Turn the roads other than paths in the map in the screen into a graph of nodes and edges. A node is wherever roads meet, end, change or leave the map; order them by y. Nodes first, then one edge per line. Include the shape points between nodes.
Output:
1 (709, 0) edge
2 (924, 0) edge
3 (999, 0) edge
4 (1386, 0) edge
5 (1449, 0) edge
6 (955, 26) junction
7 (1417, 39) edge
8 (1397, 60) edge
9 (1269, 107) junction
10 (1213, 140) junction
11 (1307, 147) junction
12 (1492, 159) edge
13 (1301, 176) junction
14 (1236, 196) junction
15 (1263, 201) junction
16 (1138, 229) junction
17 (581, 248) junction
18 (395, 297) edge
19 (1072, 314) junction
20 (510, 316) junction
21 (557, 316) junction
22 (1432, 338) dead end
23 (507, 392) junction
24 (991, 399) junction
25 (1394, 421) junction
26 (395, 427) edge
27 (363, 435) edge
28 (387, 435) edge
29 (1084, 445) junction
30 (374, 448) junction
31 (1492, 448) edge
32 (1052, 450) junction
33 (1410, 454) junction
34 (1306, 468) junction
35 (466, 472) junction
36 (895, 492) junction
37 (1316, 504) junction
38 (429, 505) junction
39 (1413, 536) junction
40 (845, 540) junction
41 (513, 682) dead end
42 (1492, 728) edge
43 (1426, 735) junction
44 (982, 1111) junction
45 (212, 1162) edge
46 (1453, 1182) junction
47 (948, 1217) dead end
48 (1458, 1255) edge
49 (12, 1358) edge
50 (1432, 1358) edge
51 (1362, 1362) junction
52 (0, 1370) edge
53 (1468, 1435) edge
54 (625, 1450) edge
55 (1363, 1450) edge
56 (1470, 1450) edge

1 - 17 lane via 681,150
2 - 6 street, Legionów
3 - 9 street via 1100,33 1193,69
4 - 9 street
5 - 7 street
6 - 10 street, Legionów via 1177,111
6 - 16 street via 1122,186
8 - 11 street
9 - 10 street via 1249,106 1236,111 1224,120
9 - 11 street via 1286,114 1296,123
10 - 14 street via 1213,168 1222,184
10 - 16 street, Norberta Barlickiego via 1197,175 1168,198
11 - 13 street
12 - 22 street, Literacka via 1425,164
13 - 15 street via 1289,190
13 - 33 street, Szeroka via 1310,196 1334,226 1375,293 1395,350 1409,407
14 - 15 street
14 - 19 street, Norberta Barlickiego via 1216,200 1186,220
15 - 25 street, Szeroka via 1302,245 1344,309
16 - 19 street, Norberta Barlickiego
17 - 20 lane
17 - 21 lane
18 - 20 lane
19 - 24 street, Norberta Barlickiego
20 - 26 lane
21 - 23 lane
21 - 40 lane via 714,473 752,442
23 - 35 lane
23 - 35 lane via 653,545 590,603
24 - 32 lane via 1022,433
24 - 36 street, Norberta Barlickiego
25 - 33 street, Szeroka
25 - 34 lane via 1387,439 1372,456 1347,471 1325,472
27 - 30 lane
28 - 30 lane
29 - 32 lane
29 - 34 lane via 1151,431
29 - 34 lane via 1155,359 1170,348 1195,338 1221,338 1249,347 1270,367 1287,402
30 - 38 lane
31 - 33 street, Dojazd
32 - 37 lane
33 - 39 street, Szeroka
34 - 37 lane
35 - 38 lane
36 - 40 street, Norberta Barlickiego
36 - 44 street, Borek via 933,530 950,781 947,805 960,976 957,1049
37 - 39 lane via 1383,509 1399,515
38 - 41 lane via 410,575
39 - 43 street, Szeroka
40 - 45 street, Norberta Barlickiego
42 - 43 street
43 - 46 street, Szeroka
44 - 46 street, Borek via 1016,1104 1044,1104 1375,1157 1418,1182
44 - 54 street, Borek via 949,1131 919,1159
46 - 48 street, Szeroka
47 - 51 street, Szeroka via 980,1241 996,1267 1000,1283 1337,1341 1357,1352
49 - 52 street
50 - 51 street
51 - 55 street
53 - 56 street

= = = = =

The answer must be an exact copy of every entry.

Exercise output:
Turn the roads other than paths in the map in the screen into a graph of nodes and edges. A node is wherever roads meet, end, change or leave the map; order them by y. Nodes first, then one edge per line. Include the shape points between nodes.
Output:
1 (709, 0) edge
2 (924, 0) edge
3 (999, 0) edge
4 (1386, 0) edge
5 (1449, 0) edge
6 (955, 26) junction
7 (1417, 39) edge
8 (1397, 60) edge
9 (1269, 107) junction
10 (1213, 140) junction
11 (1307, 147) junction
12 (1492, 159) edge
13 (1301, 176) junction
14 (1236, 196) junction
15 (1263, 201) junction
16 (1138, 229) junction
17 (581, 248) junction
18 (395, 297) edge
19 (1072, 314) junction
20 (510, 316) junction
21 (557, 316) junction
22 (1432, 338) dead end
23 (507, 392) junction
24 (991, 399) junction
25 (1394, 421) junction
26 (395, 427) edge
27 (363, 435) edge
28 (387, 435) edge
29 (1084, 445) junction
30 (374, 448) junction
31 (1492, 448) edge
32 (1052, 450) junction
33 (1410, 454) junction
34 (1306, 468) junction
35 (466, 472) junction
36 (895, 492) junction
37 (1316, 504) junction
38 (429, 505) junction
39 (1413, 536) junction
40 (845, 540) junction
41 (513, 682) dead end
42 (1492, 728) edge
43 (1426, 735) junction
44 (982, 1111) junction
45 (212, 1162) edge
46 (1453, 1182) junction
47 (948, 1217) dead end
48 (1458, 1255) edge
49 (12, 1358) edge
50 (1432, 1358) edge
51 (1362, 1362) junction
52 (0, 1370) edge
53 (1468, 1435) edge
54 (625, 1450) edge
55 (1363, 1450) edge
56 (1470, 1450) edge

1 - 17 lane via 681,150
2 - 6 street, Legionów
3 - 9 street via 1100,33 1193,69
4 - 9 street
5 - 7 street
6 - 10 street, Legionów via 1177,111
6 - 16 street via 1122,186
8 - 11 street
9 - 10 street via 1249,106 1236,111 1224,120
9 - 11 street via 1286,114 1296,123
10 - 14 street via 1213,168 1222,184
10 - 16 street, Norberta Barlickiego via 1197,175 1168,198
11 - 13 street
12 - 22 street, Literacka via 1425,164
13 - 15 street via 1289,190
13 - 33 street, Szeroka via 1310,196 1334,226 1375,293 1395,350 1409,407
14 - 15 street
14 - 19 street, Norberta Barlickiego via 1216,200 1186,220
15 - 25 street, Szeroka via 1302,245 1344,309
16 - 19 street, Norberta Barlickiego
17 - 20 lane
17 - 21 lane
18 - 20 lane
19 - 24 street, Norberta Barlickiego
20 - 26 lane
21 - 23 lane
21 - 40 lane via 714,473 752,442
23 - 35 lane
23 - 35 lane via 653,545 590,603
24 - 32 lane via 1022,433
24 - 36 street, Norberta Barlickiego
25 - 33 street, Szeroka
25 - 34 lane via 1387,439 1372,456 1347,471 1325,472
27 - 30 lane
28 - 30 lane
29 - 32 lane
29 - 34 lane via 1151,431
29 - 34 lane via 1155,359 1170,348 1195,338 1221,338 1249,347 1270,367 1287,402
30 - 38 lane
31 - 33 street, Dojazd
32 - 37 lane
33 - 39 street, Szeroka
34 - 37 lane
35 - 38 lane
36 - 40 street, Norberta Barlickiego
36 - 44 street, Borek via 933,530 950,781 947,805 960,976 957,1049
37 - 39 lane via 1383,509 1399,515
38 - 41 lane via 410,575
39 - 43 street, Szeroka
40 - 45 street, Norberta Barlickiego
42 - 43 street
43 - 46 street, Szeroka
44 - 46 street, Borek via 1016,1104 1044,1104 1375,1157 1418,1182
44 - 54 street, Borek via 949,1131 919,1159
46 - 48 street, Szeroka
47 - 51 street, Szeroka via 980,1241 996,1267 1000,1283 1337,1341 1357,1352
49 - 52 street
50 - 51 street
51 - 55 street
53 - 56 street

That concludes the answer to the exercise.